• _Exercise instructions_: Every line below that has "roads" in it should be copied.

[Dataset excerpts — start]

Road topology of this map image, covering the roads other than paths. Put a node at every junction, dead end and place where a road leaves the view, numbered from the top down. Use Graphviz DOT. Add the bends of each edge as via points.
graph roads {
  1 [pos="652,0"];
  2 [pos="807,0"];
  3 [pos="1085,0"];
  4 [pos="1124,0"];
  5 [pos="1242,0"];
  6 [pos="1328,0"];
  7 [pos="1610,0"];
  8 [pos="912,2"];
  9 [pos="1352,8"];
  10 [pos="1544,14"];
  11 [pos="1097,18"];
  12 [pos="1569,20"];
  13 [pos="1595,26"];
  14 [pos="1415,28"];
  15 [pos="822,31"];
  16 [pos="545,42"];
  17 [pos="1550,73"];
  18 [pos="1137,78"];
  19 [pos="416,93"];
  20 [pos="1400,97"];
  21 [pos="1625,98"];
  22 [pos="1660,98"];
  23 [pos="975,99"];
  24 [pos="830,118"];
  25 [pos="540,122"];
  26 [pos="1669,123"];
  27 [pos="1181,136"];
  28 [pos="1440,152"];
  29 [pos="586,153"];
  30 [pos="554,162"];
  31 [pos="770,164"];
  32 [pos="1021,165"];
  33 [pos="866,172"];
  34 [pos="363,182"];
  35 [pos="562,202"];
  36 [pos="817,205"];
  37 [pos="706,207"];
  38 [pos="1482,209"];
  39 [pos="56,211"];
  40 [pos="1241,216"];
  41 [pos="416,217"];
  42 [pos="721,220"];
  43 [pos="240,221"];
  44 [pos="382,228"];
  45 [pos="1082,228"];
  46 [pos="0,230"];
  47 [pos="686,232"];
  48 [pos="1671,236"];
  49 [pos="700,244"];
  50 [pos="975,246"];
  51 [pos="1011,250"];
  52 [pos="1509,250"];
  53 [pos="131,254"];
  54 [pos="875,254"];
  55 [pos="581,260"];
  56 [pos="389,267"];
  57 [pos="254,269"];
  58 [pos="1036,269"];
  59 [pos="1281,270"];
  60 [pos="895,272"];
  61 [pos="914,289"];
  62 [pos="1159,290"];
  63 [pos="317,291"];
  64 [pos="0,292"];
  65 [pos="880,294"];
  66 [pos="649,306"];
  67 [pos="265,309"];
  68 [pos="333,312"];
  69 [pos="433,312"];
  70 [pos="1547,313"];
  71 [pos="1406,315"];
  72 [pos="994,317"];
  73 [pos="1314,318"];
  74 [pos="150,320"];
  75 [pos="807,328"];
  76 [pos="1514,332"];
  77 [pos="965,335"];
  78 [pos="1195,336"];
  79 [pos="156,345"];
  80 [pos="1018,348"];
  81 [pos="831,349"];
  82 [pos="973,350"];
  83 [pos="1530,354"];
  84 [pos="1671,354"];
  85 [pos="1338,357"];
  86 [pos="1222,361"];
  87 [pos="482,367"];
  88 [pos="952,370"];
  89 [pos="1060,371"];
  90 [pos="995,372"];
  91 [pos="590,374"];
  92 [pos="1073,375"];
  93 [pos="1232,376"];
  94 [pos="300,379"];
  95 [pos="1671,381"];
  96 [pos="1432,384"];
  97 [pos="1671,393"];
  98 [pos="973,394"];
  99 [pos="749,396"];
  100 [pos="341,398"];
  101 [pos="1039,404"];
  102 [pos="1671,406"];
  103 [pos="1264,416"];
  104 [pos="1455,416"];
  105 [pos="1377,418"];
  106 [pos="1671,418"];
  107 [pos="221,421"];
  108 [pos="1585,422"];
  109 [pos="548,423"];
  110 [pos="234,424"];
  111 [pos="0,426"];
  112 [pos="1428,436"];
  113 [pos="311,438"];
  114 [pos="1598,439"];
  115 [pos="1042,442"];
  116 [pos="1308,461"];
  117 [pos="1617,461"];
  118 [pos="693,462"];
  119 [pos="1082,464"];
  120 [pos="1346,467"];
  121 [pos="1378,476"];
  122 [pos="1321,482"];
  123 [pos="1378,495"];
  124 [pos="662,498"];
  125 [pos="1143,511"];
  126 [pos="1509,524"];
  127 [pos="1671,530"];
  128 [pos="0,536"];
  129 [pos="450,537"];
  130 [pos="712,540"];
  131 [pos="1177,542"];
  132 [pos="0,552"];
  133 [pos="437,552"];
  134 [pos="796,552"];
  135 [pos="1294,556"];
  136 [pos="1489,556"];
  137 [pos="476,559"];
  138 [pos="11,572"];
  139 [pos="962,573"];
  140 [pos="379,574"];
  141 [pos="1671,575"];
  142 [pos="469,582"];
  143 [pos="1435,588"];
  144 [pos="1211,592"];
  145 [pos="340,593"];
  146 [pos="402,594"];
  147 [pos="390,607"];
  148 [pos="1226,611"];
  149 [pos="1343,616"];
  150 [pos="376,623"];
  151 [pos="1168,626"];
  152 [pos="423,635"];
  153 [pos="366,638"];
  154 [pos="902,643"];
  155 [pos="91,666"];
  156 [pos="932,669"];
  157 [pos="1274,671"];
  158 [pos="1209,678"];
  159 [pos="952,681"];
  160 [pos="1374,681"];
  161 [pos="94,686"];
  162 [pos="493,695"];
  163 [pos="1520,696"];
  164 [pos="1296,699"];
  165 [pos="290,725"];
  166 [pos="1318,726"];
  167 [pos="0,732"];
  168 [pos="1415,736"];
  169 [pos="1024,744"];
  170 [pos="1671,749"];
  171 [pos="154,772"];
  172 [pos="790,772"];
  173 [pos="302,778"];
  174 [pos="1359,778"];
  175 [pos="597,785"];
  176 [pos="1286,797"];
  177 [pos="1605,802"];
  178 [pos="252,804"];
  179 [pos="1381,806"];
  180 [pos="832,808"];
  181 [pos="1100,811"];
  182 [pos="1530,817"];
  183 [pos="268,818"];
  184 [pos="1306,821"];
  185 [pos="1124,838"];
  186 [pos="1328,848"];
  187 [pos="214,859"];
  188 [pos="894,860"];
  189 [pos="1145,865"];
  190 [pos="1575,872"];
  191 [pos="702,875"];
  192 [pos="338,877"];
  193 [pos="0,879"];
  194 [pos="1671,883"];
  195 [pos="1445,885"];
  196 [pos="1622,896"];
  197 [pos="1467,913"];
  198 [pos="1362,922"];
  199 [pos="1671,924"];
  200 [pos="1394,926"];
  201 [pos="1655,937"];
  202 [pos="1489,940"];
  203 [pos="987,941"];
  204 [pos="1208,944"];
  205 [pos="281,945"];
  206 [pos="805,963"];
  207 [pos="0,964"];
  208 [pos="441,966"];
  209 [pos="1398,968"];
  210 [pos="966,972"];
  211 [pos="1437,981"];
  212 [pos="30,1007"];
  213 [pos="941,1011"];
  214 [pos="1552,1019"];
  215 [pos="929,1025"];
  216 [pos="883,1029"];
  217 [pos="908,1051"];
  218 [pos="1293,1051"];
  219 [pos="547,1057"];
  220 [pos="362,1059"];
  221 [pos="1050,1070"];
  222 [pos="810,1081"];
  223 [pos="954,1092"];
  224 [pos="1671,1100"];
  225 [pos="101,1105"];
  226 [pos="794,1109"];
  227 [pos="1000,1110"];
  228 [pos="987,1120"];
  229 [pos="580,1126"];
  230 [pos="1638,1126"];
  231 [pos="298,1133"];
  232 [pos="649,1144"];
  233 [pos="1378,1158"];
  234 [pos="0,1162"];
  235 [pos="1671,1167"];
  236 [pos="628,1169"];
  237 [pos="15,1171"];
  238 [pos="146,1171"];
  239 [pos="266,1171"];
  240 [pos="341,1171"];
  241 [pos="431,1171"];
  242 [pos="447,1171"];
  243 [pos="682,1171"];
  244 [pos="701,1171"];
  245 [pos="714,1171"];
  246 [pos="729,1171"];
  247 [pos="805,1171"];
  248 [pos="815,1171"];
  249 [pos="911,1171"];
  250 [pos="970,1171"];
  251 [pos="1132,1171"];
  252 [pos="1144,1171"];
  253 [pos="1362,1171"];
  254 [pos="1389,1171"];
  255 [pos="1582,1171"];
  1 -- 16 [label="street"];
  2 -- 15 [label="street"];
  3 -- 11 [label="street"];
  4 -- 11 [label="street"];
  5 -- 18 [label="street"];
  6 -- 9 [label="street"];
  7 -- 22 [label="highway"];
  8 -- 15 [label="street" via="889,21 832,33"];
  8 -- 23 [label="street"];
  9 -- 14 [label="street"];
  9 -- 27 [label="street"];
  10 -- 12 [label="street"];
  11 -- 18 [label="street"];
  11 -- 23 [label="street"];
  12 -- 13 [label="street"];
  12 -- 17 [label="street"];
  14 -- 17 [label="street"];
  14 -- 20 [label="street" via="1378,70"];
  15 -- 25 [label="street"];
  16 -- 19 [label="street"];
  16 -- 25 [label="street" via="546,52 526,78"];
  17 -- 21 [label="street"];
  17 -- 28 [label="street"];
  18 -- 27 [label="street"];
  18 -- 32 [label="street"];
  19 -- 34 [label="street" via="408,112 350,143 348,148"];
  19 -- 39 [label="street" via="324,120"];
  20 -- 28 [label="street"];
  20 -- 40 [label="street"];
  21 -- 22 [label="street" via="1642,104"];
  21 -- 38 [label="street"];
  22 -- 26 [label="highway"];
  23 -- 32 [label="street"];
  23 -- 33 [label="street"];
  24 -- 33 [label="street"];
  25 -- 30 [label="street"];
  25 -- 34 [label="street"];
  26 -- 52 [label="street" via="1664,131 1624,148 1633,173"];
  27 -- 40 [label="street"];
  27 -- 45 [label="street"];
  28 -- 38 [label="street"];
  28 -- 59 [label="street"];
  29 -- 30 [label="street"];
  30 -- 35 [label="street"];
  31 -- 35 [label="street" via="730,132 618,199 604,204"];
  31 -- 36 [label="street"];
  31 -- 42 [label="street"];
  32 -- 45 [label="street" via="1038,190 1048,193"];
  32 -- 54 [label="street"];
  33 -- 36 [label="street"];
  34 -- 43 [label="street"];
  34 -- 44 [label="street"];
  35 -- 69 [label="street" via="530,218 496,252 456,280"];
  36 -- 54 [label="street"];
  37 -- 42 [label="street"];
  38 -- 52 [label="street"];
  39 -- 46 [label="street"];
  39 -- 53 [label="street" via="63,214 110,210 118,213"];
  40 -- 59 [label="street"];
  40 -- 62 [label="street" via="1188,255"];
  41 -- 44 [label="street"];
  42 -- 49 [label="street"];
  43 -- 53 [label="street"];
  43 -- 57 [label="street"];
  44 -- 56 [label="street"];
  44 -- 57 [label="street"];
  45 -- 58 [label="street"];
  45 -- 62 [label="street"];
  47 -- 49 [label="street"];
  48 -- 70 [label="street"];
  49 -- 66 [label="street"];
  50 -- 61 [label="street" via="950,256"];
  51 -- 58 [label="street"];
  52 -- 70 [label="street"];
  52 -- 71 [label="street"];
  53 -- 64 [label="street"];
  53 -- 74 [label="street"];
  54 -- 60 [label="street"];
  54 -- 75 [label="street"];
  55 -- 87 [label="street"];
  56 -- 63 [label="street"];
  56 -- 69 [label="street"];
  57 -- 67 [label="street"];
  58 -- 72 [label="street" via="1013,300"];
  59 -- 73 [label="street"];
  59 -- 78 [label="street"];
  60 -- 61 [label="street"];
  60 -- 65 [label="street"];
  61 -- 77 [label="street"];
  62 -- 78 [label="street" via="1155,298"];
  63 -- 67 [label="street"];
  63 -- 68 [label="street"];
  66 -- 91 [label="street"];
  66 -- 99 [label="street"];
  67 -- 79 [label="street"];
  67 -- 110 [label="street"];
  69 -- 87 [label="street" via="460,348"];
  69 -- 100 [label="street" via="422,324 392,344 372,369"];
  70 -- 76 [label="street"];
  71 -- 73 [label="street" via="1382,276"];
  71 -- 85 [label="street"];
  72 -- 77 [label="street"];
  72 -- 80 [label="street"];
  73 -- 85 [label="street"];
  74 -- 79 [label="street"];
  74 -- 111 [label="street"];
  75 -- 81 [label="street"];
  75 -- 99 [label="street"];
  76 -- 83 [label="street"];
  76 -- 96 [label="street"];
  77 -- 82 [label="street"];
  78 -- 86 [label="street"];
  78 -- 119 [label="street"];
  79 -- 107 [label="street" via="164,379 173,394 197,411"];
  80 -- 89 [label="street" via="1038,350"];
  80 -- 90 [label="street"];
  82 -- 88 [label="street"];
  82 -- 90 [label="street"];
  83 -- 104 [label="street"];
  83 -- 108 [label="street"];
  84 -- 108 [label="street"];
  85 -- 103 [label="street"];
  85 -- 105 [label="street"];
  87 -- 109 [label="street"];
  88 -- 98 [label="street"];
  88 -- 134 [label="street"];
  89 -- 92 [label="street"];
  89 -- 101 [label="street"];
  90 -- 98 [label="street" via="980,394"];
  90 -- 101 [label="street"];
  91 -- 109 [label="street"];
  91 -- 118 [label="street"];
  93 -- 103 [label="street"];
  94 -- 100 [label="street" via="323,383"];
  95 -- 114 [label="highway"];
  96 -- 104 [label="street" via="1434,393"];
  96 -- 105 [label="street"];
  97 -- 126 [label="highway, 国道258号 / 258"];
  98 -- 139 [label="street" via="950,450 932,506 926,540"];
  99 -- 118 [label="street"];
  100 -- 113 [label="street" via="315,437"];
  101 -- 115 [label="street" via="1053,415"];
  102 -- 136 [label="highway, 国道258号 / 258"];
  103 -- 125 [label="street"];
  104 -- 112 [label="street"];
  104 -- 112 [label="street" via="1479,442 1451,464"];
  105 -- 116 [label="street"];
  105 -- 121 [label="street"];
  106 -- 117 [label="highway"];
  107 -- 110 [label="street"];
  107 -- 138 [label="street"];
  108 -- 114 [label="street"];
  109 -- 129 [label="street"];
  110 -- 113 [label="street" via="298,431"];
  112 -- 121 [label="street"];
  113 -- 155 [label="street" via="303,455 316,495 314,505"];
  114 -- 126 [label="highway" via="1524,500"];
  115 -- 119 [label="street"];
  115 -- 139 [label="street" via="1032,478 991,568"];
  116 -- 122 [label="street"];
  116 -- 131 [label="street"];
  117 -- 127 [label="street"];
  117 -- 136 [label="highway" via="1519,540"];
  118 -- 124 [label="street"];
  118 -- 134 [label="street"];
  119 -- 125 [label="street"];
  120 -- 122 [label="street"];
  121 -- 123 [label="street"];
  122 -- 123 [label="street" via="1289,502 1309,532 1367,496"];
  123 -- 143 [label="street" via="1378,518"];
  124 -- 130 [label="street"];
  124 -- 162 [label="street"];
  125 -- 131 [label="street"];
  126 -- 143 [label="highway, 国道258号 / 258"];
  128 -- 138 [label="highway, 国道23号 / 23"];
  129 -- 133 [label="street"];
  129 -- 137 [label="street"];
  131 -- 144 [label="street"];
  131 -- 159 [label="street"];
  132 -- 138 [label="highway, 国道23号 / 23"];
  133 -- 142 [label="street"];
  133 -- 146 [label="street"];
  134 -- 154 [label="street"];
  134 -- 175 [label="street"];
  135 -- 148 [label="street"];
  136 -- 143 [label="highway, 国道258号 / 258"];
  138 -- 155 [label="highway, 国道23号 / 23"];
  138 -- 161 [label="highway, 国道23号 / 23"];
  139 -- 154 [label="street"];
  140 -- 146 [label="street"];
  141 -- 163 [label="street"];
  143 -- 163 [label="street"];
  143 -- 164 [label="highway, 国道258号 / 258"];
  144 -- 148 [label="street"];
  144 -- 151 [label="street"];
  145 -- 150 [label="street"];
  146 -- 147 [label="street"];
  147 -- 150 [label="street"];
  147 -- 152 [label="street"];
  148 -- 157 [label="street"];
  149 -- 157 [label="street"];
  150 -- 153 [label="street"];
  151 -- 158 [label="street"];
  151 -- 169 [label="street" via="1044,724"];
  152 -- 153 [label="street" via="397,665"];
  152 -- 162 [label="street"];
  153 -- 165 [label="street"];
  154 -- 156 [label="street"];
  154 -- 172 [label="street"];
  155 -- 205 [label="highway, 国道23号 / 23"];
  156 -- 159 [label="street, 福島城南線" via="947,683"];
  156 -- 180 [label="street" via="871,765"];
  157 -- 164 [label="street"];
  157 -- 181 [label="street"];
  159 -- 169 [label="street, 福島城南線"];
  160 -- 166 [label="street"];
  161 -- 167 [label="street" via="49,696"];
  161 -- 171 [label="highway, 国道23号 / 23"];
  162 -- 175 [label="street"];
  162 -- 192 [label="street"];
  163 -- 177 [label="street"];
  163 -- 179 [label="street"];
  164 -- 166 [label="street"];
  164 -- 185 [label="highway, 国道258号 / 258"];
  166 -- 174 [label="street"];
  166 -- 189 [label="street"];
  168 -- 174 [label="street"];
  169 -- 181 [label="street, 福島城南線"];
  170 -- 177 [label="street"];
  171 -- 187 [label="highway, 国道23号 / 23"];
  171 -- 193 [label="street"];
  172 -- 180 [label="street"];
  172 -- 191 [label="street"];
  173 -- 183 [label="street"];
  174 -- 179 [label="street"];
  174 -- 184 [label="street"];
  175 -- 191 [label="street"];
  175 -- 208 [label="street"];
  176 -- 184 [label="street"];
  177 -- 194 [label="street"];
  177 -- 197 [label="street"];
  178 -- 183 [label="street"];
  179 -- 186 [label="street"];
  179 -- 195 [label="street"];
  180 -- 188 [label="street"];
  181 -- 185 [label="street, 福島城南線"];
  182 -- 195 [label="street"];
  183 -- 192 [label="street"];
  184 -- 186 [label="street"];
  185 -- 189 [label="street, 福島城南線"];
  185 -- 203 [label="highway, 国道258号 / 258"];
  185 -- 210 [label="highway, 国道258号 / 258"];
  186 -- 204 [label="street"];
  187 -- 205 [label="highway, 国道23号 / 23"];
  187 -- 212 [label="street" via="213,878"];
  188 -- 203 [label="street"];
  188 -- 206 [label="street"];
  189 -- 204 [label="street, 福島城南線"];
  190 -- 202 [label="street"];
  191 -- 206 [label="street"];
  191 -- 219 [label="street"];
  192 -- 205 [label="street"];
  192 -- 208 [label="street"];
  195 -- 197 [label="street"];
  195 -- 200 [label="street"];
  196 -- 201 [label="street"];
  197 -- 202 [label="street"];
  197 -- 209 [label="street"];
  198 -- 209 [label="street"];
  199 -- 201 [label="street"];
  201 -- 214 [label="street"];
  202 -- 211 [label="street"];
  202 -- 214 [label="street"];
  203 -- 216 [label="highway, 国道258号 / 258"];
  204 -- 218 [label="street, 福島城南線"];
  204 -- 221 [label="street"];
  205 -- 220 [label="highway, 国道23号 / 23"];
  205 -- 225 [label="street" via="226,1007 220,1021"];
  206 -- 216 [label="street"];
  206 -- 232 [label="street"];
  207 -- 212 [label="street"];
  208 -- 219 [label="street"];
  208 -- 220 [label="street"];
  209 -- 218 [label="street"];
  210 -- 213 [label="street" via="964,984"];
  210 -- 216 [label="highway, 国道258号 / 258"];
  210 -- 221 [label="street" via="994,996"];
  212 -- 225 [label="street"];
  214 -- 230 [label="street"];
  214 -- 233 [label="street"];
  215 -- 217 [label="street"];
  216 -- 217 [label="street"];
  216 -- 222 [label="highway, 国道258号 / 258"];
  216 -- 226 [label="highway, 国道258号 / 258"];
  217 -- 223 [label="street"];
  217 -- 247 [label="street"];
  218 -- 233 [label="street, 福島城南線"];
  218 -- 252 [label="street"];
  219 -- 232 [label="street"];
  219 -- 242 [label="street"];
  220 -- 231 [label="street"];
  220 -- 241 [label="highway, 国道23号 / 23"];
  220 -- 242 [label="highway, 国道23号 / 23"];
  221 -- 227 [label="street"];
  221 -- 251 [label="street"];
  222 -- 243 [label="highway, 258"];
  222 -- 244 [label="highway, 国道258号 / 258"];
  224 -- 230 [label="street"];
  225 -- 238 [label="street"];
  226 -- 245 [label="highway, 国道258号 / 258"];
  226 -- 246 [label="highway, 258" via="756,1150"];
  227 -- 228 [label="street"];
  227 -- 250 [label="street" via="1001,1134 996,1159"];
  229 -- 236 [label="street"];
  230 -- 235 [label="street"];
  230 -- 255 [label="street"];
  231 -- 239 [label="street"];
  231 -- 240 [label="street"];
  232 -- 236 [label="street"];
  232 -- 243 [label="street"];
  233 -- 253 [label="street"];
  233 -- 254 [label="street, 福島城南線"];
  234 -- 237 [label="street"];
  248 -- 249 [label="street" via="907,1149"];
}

[Dataset excerpts — finish]

• _Written response_:
Road topology of this map image, covering the roads other than paths. Put a node at every junction, dead end and place where a road leaves the view, numbered from the top down. Use Graphviz DOT. Add the bends of each edge as via points.
graph roads {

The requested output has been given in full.